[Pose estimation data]
※

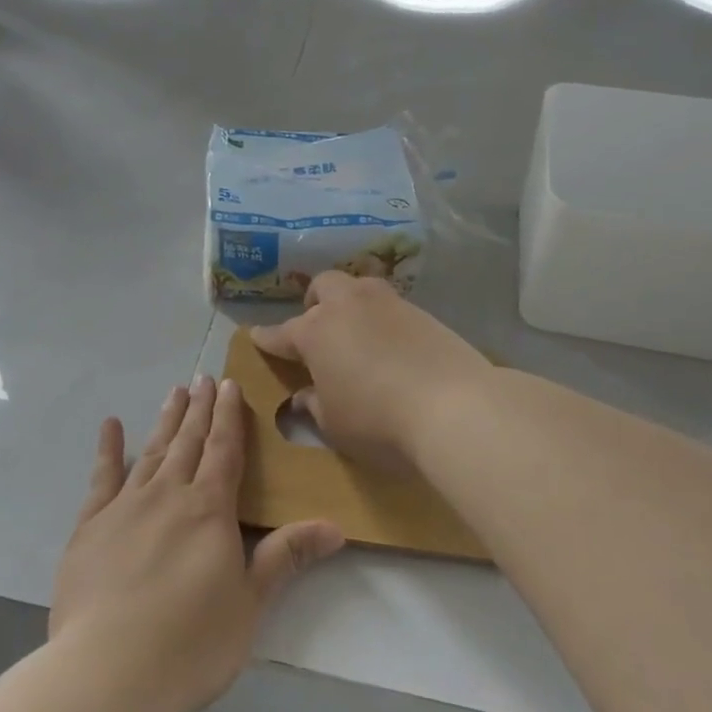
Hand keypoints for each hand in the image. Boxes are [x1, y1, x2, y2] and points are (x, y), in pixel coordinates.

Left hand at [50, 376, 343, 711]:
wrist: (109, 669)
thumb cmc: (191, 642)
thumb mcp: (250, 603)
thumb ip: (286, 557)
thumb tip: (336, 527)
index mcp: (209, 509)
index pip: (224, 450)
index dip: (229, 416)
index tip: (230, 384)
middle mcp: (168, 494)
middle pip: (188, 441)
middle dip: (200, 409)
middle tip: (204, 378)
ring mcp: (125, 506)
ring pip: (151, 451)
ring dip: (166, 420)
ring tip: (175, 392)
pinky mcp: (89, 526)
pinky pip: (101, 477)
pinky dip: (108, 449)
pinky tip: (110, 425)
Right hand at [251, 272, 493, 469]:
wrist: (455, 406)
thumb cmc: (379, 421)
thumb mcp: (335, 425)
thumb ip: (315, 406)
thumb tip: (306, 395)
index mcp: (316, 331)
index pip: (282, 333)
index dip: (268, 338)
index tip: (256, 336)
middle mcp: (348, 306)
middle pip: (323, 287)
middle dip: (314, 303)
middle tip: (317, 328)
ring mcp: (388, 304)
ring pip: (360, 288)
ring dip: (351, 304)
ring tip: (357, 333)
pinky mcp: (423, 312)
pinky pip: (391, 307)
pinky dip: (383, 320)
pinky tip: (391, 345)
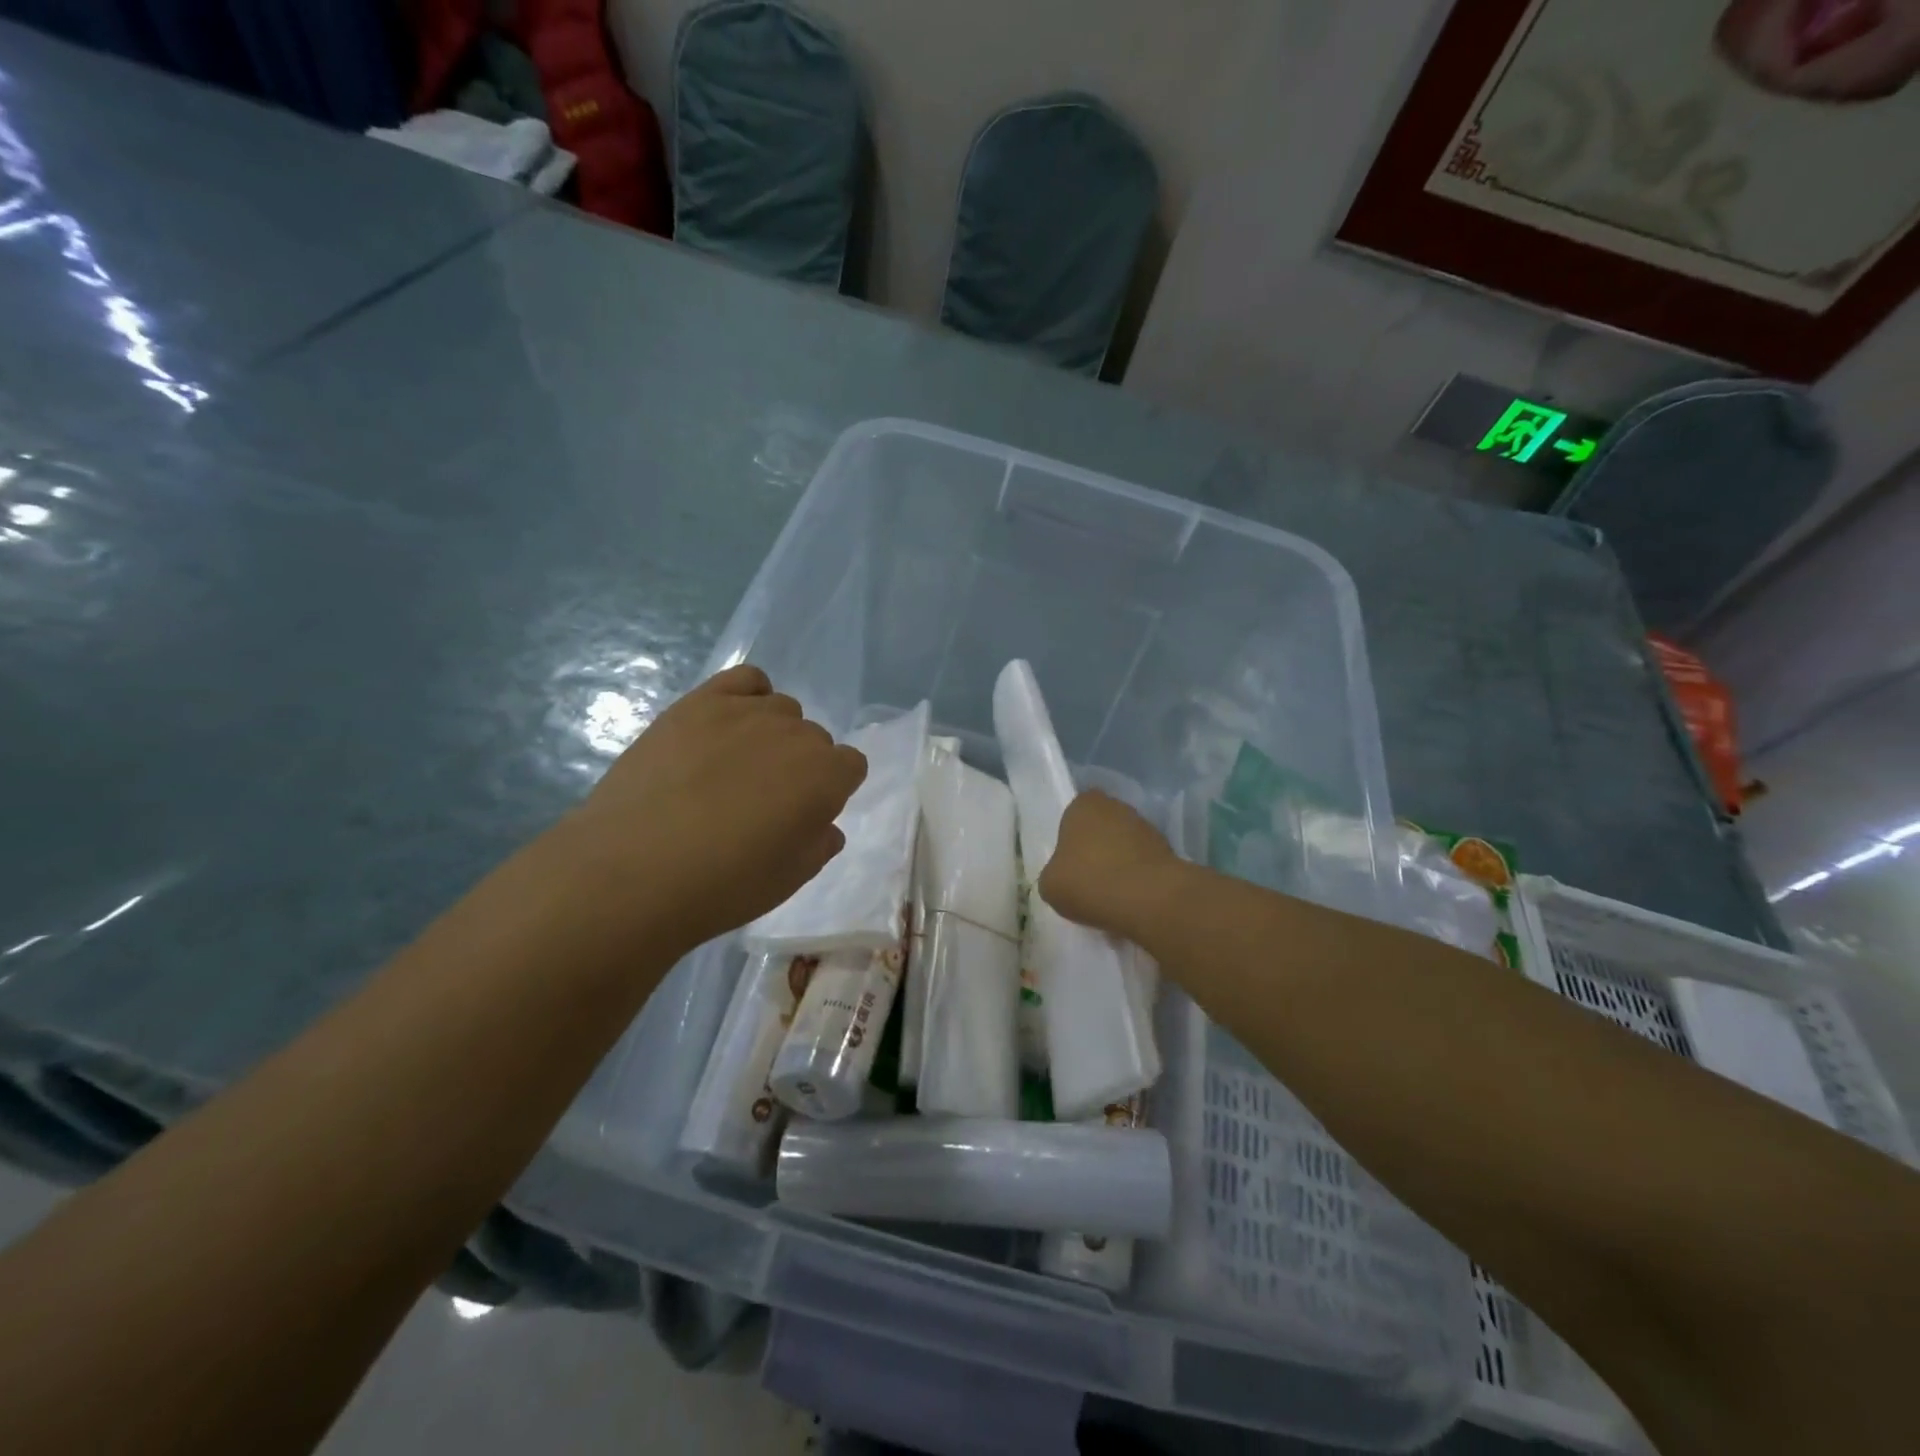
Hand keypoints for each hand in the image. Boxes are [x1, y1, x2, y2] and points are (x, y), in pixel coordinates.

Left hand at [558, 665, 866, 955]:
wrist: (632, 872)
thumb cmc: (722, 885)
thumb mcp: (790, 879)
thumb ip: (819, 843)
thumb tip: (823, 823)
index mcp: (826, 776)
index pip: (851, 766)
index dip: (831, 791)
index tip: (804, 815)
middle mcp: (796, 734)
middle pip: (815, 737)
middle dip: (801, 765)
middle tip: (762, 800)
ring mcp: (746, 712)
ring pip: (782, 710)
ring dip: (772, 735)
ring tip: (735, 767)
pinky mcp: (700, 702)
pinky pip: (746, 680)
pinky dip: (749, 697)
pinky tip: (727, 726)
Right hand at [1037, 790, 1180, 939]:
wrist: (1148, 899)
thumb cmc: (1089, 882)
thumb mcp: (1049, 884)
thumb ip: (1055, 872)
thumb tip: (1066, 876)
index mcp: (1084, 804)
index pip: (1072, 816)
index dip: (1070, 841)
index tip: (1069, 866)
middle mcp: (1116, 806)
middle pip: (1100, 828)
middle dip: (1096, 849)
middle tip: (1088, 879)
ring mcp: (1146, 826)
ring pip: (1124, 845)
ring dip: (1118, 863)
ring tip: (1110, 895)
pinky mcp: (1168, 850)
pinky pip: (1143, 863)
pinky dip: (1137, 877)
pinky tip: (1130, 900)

※

What is expected: Please copy the data shown above word for word, omitting the pictures.

Completed exercise:
Hand keypoints for each hand in the image. Boxes are [x1, y1, x2, y2] and points are (x, y), in pixel coordinates.

Left hand at [50, 376, 343, 711]:
wrist: (109, 669)
thumb cmc: (191, 642)
thumb mcp: (250, 603)
thumb ip: (286, 557)
thumb tip: (336, 527)
index mcp: (209, 509)
index pip: (224, 450)
index dip: (229, 416)
index tip: (230, 384)
middle mcp: (168, 494)
middle pip: (188, 441)
middle dip: (200, 409)
middle tip: (204, 378)
ring mcp: (125, 506)
ring pip: (151, 451)
ring dip: (166, 420)
ring tip: (175, 392)
pinky mcp: (89, 526)
pinky pip: (101, 477)
pinky dip: (108, 449)
pinky tip: (110, 425)
Right hand at [251, 272, 493, 469]:
wrist: (455, 406)
thumb cmc: (379, 421)
thumb mcp: (335, 425)
thumb ip: (315, 406)
thumb tip: (306, 395)
index mcp: (316, 331)
index pip: (282, 333)
index dip: (268, 338)
index tip: (256, 336)
middle mcp: (348, 306)
middle pip: (323, 287)
middle dip: (314, 303)
middle tip: (317, 328)
ring mcp: (388, 304)
ring pip: (360, 288)
ring dip: (351, 304)
ring tip: (357, 333)
pinky mcp: (423, 312)
pinky pip: (391, 307)
pinky dip: (383, 320)
pinky tip: (391, 345)
Hand keypoints for each hand in the image. Boxes are [x1, y1, x2, y2] and points are (x, y), in pixel coordinates.

Left hand at [558, 665, 866, 955]:
wrist: (632, 872)
thumb cmc: (722, 885)
thumb mcp: (790, 879)
thumb ip: (819, 843)
thumb tip: (823, 823)
index mcp: (826, 776)
index pip: (851, 766)
index dip: (831, 791)
index tip: (804, 815)
middle mcp: (796, 734)
middle pip: (815, 737)
middle dip: (801, 765)
middle tip: (762, 800)
ring mcp: (746, 712)
ring pip: (782, 710)
ring dip: (772, 735)
ring tip: (735, 767)
pinky mcp: (700, 702)
pinky pip: (746, 680)
pinky dip: (749, 697)
pinky tip: (727, 726)
Right hand at [1037, 790, 1180, 939]:
wrist: (1148, 899)
thumb cmc: (1089, 882)
thumb mcp: (1049, 884)
thumb ip: (1055, 872)
thumb tip: (1066, 876)
index mcp: (1084, 804)
index pip: (1072, 816)
index dip: (1070, 841)
index tip: (1069, 866)
middle mcp: (1116, 806)
middle pip: (1100, 828)
middle dip: (1096, 849)
middle tip: (1088, 879)
ring mcp: (1146, 826)
ring pip: (1124, 845)
ring dip: (1118, 863)
ring tip: (1110, 895)
pinky mcp: (1168, 850)
pinky pip: (1143, 863)
pinky dip: (1137, 877)
pinky tip: (1130, 900)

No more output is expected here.